The Community Right to Bid

The Community Right to Bid , along with ‘Community Asset Transfer’, ‘Community Right to Challenge’ and ‘Community Right to Build’, is part of the Localism Act and came into force in 2012. Under the Act, voluntary and community organisations and parish councils can nominate an asset to be included on a list of ‘assets of community value’ which is managed by the local authority. If the owner of a listed asset wants to sell the asset, a six month moratorium period will be triggered during which the asset cannot be sold. This period gives community groups some time to develop a proposal and raise the required capital to bid for the property when it comes onto the open market at the end of the moratorium period. The Act does not, however, give community organisations the power to force a sale. Similarly, the vendor retains the right to reject a community organisation’s offer in favour of another offer.  This is all in accordance with Part 5 Chapter 3 of the Localism Act 2011 (Assets of Community Value) (“the Act”) and The Assets of Community Value (England) Regulations 2012 .

In order to advise communities the My Community Rights online hub and advice service has been set up along with a £19 million Community Ownership of Assets programme offering grants to communities wanting to take control of a local asset such as a pub, shop, or library. In Brent, campaigners have been successful in adding Kensal Rise Library to the Brent Local Authority “List of Assets of Community Value”. The owners of the building, All Souls College, may now have to rethink their deal with property developers to build flats on the site, but All Souls can appeal against the decision. In West Somerset the owner of a pub that was recently listed has challenged the decision on the basis that he has lost money due to the property having to be taken off the market, so it will be interesting to see what All Souls do in this situation.

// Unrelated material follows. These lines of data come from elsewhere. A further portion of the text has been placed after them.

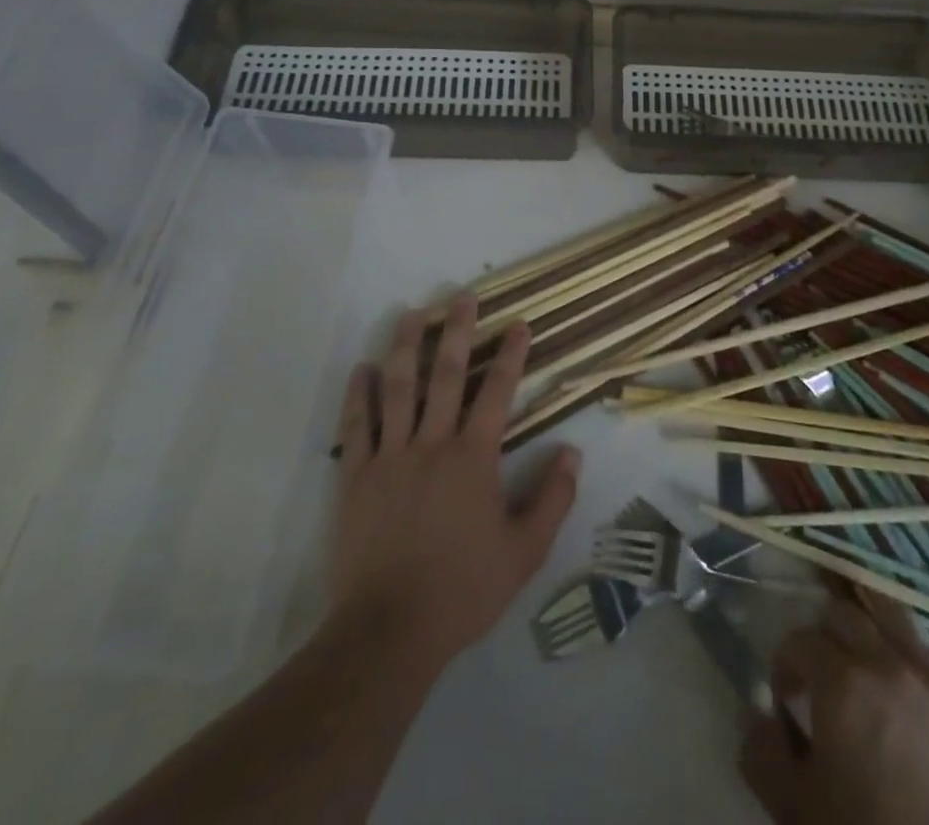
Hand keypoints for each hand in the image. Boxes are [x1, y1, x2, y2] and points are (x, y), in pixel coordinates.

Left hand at [329, 295, 580, 670]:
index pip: (497, 392)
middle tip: (461, 297)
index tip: (518, 324)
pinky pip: (356, 426)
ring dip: (404, 347)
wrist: (389, 632)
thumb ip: (552, 499)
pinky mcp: (356, 478)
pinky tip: (361, 368)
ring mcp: (390, 457)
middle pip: (445, 375)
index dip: (510, 355)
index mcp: (473, 458)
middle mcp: (431, 444)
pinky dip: (358, 395)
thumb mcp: (524, 552)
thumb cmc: (462, 589)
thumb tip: (573, 453)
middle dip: (456, 331)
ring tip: (410, 314)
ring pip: (397, 389)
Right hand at [741, 596, 928, 824]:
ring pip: (894, 614)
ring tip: (868, 654)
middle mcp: (886, 661)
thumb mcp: (794, 807)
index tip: (786, 696)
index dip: (785, 664)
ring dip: (872, 625)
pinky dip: (921, 654)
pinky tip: (914, 678)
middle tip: (825, 672)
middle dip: (826, 636)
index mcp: (840, 682)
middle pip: (845, 613)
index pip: (798, 640)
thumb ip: (761, 753)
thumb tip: (754, 716)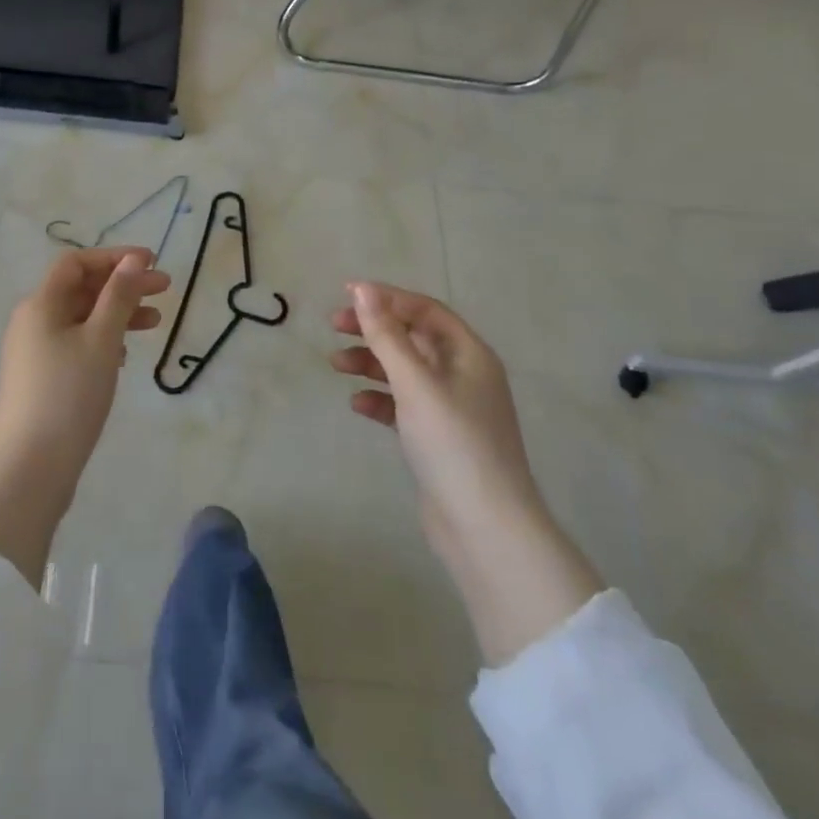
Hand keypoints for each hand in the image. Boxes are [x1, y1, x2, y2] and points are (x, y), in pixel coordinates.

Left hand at [0, 248, 169, 587]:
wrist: (29, 469)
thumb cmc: (68, 395)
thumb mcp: (101, 340)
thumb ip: (119, 296)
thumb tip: (133, 260)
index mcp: (41, 305)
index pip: (76, 263)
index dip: (115, 258)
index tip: (152, 263)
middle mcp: (32, 322)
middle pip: (81, 289)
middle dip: (123, 286)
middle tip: (165, 290)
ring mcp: (33, 353)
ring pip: (81, 319)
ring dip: (117, 314)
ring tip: (155, 323)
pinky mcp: (40, 380)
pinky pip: (75, 345)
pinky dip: (102, 340)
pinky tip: (123, 356)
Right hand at [334, 282, 601, 664]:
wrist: (485, 527)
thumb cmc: (453, 444)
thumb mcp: (416, 383)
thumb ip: (387, 336)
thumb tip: (363, 290)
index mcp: (469, 354)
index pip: (425, 311)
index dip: (386, 298)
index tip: (346, 293)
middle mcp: (464, 375)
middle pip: (413, 338)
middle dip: (374, 329)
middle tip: (334, 325)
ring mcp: (452, 408)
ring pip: (406, 371)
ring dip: (372, 363)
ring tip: (336, 365)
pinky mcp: (439, 438)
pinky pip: (404, 405)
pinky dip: (380, 399)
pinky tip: (357, 404)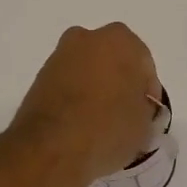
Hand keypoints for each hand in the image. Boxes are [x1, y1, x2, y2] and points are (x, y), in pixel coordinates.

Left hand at [8, 23, 160, 185]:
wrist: (51, 148)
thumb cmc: (109, 128)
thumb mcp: (145, 124)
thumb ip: (144, 107)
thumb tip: (135, 107)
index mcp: (121, 41)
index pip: (145, 67)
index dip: (147, 93)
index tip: (145, 116)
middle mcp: (88, 38)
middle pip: (114, 62)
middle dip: (120, 83)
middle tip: (124, 115)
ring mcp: (59, 56)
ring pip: (88, 71)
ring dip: (96, 89)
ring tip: (100, 123)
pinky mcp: (39, 77)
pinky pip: (68, 84)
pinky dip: (75, 98)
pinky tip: (79, 124)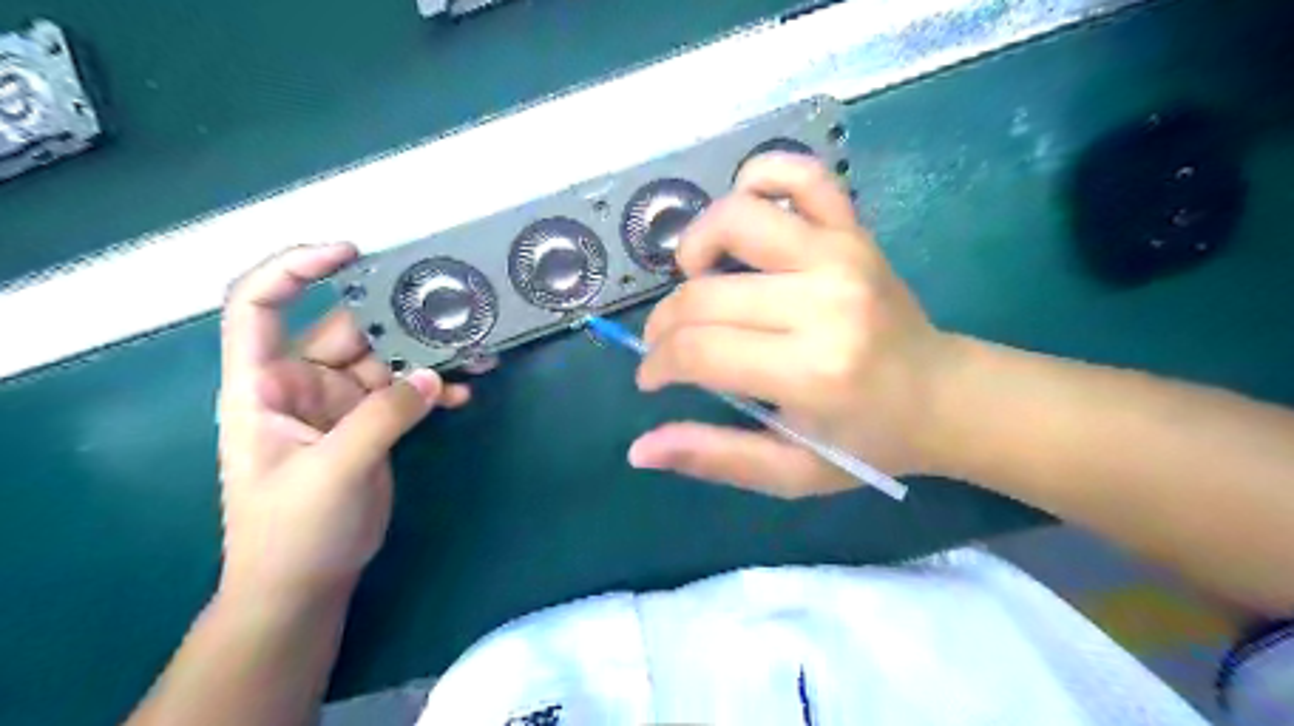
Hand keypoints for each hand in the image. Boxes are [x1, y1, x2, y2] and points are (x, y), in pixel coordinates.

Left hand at [218, 245, 470, 605]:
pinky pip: (406, 392)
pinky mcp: (372, 423)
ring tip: (474, 354)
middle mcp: (301, 384)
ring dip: (429, 355)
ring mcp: (341, 403)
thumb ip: (382, 418)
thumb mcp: (333, 471)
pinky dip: (434, 389)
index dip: (294, 269)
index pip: (259, 306)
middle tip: (454, 313)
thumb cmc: (292, 530)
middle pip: (350, 329)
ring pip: (388, 359)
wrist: (306, 583)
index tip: (349, 253)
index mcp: (263, 385)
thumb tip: (431, 376)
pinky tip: (464, 394)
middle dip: (400, 319)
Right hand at [633, 157, 952, 497]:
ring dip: (696, 245)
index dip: (658, 364)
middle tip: (667, 346)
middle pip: (704, 295)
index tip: (653, 377)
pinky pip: (798, 174)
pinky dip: (759, 178)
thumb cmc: (867, 441)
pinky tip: (745, 218)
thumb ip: (714, 458)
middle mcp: (824, 302)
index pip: (698, 351)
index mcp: (811, 371)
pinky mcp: (853, 229)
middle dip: (664, 324)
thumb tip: (640, 450)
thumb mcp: (790, 472)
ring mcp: (841, 254)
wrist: (943, 395)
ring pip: (737, 217)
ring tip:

The TUC and the National Coalition for Independent Action have recently produced a report in which a range of contributors discussed the Localism Act.  In particular, concerns were raised in the report about the ‘Community Right to Challenge’, which was seen by many to be a ‘trojan horse’ for privatisation but another general concern was:

“…the lack of capacity within local community and voluntary organisations to make effective use of powers to buy community assets or produce neighbourhood plans. To many, this is seen as a way of empowering those in the community with the loudest voices, the most resources and the sharpest elbows to influence local decision making.”

In the article below from the ‘Local Government Lawyer’ website concerns are raised about the financial and time constraints forced on Local Authorities trying to administer the ‘Rights’.

“Worth noting is that land that used to further the social wellbeing and social interests of the local community ‘in the recent past’ will still be caught by the definition if it is realistic to think that there is a time in the next five years when it could be used to further (whether or not in the same way as before) the social wellbeing or social interests of the local community.

This definition is potentially very wide and would include amenities that have closed ‘in the recent past’ (which is up to the local authority to decide) but could be re-opened as something else, as long as the new activity still serves the community.

The net effect of this is likely to cost local authorities both time and money, as they will need to set up (in a form to be prescribed by regulations), publish and maintain, a list of nominated assets and a list of unsuccessfully-nominated assets, deal with requests to add or remove assets from the list, act as an intermediary between the landowner and the community group wanting to bid for the asset, publicise notices of disposal, compensate landowners and enforce the provisions.”

All in all, the right of the property owner to challenge a listing linked with the communities lack of power in forcing sales and the right of the vendor to reject an offer appears to put the whole basis of the ‘Community Right to Bid’ on very shaky ground!